Below are records; count the lines that contain "Veracruz" and state only that count.

(Data records)
▼▼▼

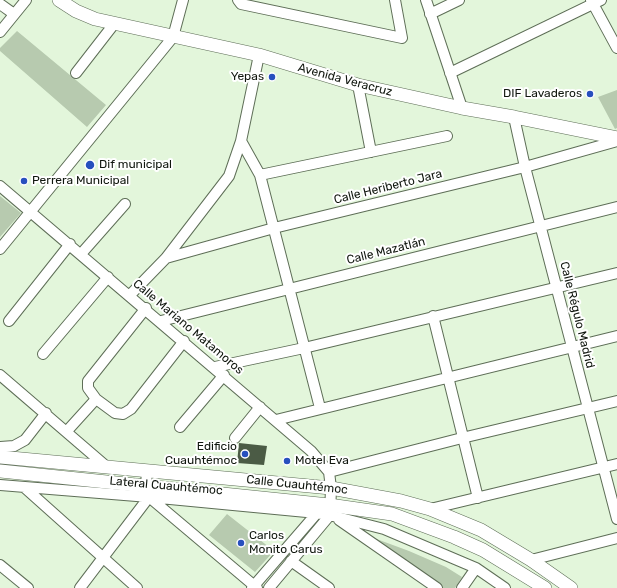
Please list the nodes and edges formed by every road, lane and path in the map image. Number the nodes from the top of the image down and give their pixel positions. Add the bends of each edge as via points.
1 (26, 0) edge
2 (59, 0) edge
3 (183, 0) edge
4 (238, 0) edge
5 (395, 0) edge
6 (426, 0) edge
7 (459, 0) edge
8 (595, 1) edge
9 (0, 4) edge
10 (14, 14) junction
11 (430, 14) junction
12 (114, 24) junction
13 (0, 32) edge
14 (173, 37) junction
15 (617, 48) edge
16 (259, 56) junction
17 (76, 73) dead end
18 (450, 73) junction
19 (358, 85) junction
20 (462, 108) junction
21 (514, 116) junction
22 (447, 136) dead end
23 (617, 138) edge
24 (241, 140) junction
25 (617, 142) edge
26 (371, 152) junction
27 (525, 167) junction
28 (260, 175) junction
29 (0, 186) edge
30 (125, 204) dead end
31 (617, 207) edge
32 (32, 211) junction
33 (541, 226) junction
34 (274, 228) junction
35 (70, 244) junction
36 (0, 249) edge
37 (81, 254) junction
38 (166, 258) junction
39 (617, 272) edge
40 (108, 277) junction
41 (557, 287) junction
42 (288, 288) junction
43 (130, 295) junction
44 (146, 308) junction
45 (433, 316) junction
46 (9, 321) dead end
47 (161, 321) junction
48 (617, 336) edge
49 (184, 341) junction
50 (572, 346) junction
51 (304, 348) junction
52 (43, 354) dead end
53 (215, 367) junction
54 (0, 375) edge
55 (224, 375) junction
56 (447, 377) junction
57 (96, 399) junction
58 (617, 400) edge
59 (260, 407) junction
60 (320, 408) junction
61 (588, 408) junction
62 (46, 413) junction
63 (276, 420) junction
64 (180, 428) dead end
65 (67, 431) junction
66 (235, 438) dead end
67 (462, 438) junction
68 (0, 447) edge
69 (0, 457) edge
70 (617, 464) edge
71 (107, 467) junction
72 (604, 467) junction
73 (0, 471) edge
74 (147, 471) junction
75 (329, 472) junction
76 (0, 485) edge
77 (24, 487) junction
78 (332, 488) junction
79 (148, 491) junction
80 (478, 498) junction
81 (430, 510) junction
82 (331, 512) junction
83 (317, 513) junction
84 (617, 519) edge
85 (617, 538) edge
86 (103, 559) junction
87 (531, 560) junction
88 (291, 561) junction
89 (0, 565) edge
90 (476, 568) junction
91 (255, 587) edge
92 (28, 588) edge
93 (80, 588) edge
94 (137, 588) edge
95 (269, 588) edge
96 (329, 588) edge
97 (437, 588) edge
98 (462, 588) edge
99 (505, 588) edge
100 (545, 588) edge
101 (571, 588) edge

1 - 10 street
2 - 12 main road, Avenida Veracruz via 76,11
3 - 14 street
4 - 5 street via 241,4 402,38
6 - 11 street
7 - 11 street
8 - 15 street
8 - 18 street
9 - 10 street
10 - 13 street
11 - 18 street
12 - 14 main road, Avenida Veracruz
12 - 17 street
14 - 16 main road, Avenida Veracruz
14 - 32 street
16 - 19 main road, Avenida Veracruz
16 - 24 street
18 - 20 street
19 - 20 main road, Avenida Veracruz
19 - 26 street
20 - 21 main road, Avenida Veracruz
21 - 23 main road, Avenida Veracruz
21 - 27 street, Calle Régulo Madrid
22 - 26 street
24 - 28 street
24 - 38 street via 229,176
25 - 27 street, Calle Heriberto Jara
26 - 28 street
27 - 33 street, Calle Régulo Madrid
27 - 34 street, Calle Heriberto Jara
28 - 34 street
29 - 32 street, Calle Mariano Matamoros
30 - 37 street
31 - 33 street, Calle Mazatlán
32 - 35 street, Calle Mariano Matamoros
32 - 36 street
33 - 41 street, Calle Régulo Madrid
33 - 42 street, Calle Mazatlán
34 - 38 street, Calle Heriberto Jara
34 - 42 street
35 - 37 street, Calle Mariano Matamoros
35 - 46 street
37 - 40 street, Calle Mariano Matamoros
38 - 43 street
39 - 41 street
40 - 43 street, Calle Mariano Matamoros
40 - 52 street
41 - 45 street
41 - 50 street, Calle Régulo Madrid
42 - 47 street, Calle Mazatlán
42 - 51 street
43 - 44 street, Calle Mariano Matamoros
44 - 47 street, Calle Mariano Matamoros
44 - 57 street via 88,381 88,388
45 - 51 street
45 - 56 street
47 - 49 street, Calle Mariano Matamoros
48 - 50 street
49 - 53 street, Calle Mariano Matamoros
49 - 57 street via 131,409 123,414 115,413
50 - 56 street
50 - 61 street, Calle Régulo Madrid
51 - 53 street
51 - 60 street
53 - 55 street, Calle Mariano Matamoros
54 - 62 street
55 - 59 street, Calle Mariano Matamoros
55 - 64 street
56 - 60 street
56 - 67 street
57 - 65 street
58 - 61 street
59 - 63 street, Calle Mariano Matamoros
59 - 66 street
60 - 63 street
61 - 67 street
61 - 72 street, Calle Régulo Madrid
62 - 65 street
62 - 68 street via 25,440 14,446
63 - 75 street, Calle Mariano Matamoros via 311,451
65 - 71 street
67 - 75 street
67 - 80 street
69 - 71 main road, Calle Cuauhtémoc
70 - 72 street
71 - 74 main road, Calle Cuauhtémoc
72 - 80 street
72 - 84 street, Calle Régulo Madrid
73 - 79 main road, Calle Cuauhtémoc
74 - 78 main road, Calle Cuauhtémoc
74 - 79 street
75 - 78 street, Calle Mariano Matamoros
76 - 77 street, Lateral Cuauhtémoc
77 - 79 street, Lateral Cuauhtémoc
77 - 86 street
78 - 81 main road, Calle Cuauhtémoc via 366,493
78 - 82 street, Calle Mariano Matamoros
79 - 82 main road, Calle Cuauhtémoc
79 - 83 street, Lateral Cuauhtémoc
79 - 86 street
79 - 91 street
80 - 81 street
81 - 87 main road, Calle Cuauhtémoc via 481,530
82 - 83 street
82 - 88 street
82 - 90 street via 384,529
82 - 97 street
82 - 100 main road, Calle Cuauhtémoc via 392,514 426,526 483,550
83 - 91 street
85 - 87 street
86 - 93 street
86 - 94 street
87 - 101 main road, Calle Cuauhtémoc
88 - 95 street
88 - 96 street
89 - 92 street
90 - 98 street
90 - 99 street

▲▲▲

Exercise answer
7